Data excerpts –
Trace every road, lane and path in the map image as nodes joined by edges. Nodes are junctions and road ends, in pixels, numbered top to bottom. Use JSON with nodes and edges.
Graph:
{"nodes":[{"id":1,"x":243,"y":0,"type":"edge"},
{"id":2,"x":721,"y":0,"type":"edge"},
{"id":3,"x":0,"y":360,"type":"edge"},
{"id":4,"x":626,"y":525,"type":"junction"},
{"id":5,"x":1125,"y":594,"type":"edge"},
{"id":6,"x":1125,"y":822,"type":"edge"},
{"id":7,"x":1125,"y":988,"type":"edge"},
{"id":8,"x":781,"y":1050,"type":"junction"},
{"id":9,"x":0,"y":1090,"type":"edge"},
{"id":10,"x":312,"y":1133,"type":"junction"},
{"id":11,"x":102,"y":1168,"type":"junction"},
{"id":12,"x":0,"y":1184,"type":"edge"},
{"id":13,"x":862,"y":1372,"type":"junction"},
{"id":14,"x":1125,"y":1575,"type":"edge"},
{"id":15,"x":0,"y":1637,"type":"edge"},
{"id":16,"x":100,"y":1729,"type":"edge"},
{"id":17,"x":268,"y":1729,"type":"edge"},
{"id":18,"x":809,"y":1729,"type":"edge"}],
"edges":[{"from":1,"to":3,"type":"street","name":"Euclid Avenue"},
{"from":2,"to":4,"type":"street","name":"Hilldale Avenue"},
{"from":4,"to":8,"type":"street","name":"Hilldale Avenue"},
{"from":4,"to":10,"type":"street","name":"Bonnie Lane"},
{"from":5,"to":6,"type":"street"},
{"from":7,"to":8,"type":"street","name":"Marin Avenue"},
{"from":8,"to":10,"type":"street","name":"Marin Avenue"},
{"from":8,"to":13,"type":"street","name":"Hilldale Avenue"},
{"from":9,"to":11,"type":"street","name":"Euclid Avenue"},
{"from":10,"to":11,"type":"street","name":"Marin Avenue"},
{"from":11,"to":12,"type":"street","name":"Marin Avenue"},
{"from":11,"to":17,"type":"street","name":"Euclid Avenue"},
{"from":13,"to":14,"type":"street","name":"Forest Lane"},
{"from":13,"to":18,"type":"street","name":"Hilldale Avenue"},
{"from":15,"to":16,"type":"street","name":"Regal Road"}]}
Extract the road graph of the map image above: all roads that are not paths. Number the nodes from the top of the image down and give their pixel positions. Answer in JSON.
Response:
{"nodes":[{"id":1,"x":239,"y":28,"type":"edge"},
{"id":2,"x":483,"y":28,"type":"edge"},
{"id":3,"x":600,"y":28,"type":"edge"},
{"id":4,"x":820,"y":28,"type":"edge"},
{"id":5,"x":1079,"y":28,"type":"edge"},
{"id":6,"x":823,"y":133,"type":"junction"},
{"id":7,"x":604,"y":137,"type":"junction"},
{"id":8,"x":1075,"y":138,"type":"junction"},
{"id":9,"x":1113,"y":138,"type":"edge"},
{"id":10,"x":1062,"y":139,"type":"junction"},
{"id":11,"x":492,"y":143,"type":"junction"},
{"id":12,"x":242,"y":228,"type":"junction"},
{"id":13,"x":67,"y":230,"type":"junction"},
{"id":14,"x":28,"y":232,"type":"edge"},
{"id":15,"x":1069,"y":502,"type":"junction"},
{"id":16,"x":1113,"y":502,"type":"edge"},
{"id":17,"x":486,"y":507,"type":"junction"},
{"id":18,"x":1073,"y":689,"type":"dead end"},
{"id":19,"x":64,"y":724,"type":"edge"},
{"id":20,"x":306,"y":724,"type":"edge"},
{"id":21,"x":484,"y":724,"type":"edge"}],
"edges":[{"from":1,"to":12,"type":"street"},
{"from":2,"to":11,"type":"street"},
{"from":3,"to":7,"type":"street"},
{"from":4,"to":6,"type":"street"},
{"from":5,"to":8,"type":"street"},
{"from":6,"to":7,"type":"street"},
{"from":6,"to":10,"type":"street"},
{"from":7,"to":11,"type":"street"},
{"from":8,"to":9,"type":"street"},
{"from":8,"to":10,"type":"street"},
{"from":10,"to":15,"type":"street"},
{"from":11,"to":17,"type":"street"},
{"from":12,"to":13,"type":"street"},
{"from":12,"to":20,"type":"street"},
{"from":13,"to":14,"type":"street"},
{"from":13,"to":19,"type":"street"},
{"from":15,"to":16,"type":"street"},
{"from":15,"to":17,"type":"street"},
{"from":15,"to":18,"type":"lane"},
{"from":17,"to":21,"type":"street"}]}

EXERCISE DETAILS – Return a copy of each line in the entries that contains "nodes".

EXPECTED ANSWER –
Trace every road, lane and path in the map image as nodes joined by edges. Nodes are junctions and road ends, in pixels, numbered top to bottom. Use JSON with nodes and edges.
{"nodes":[{"id":1,"x":243,"y":0,"type":"edge"},
Extract the road graph of the map image above: all roads that are not paths. Number the nodes from the top of the image down and give their pixel positions. Answer in JSON.
{"nodes":[{"id":1,"x":239,"y":28,"type":"edge"},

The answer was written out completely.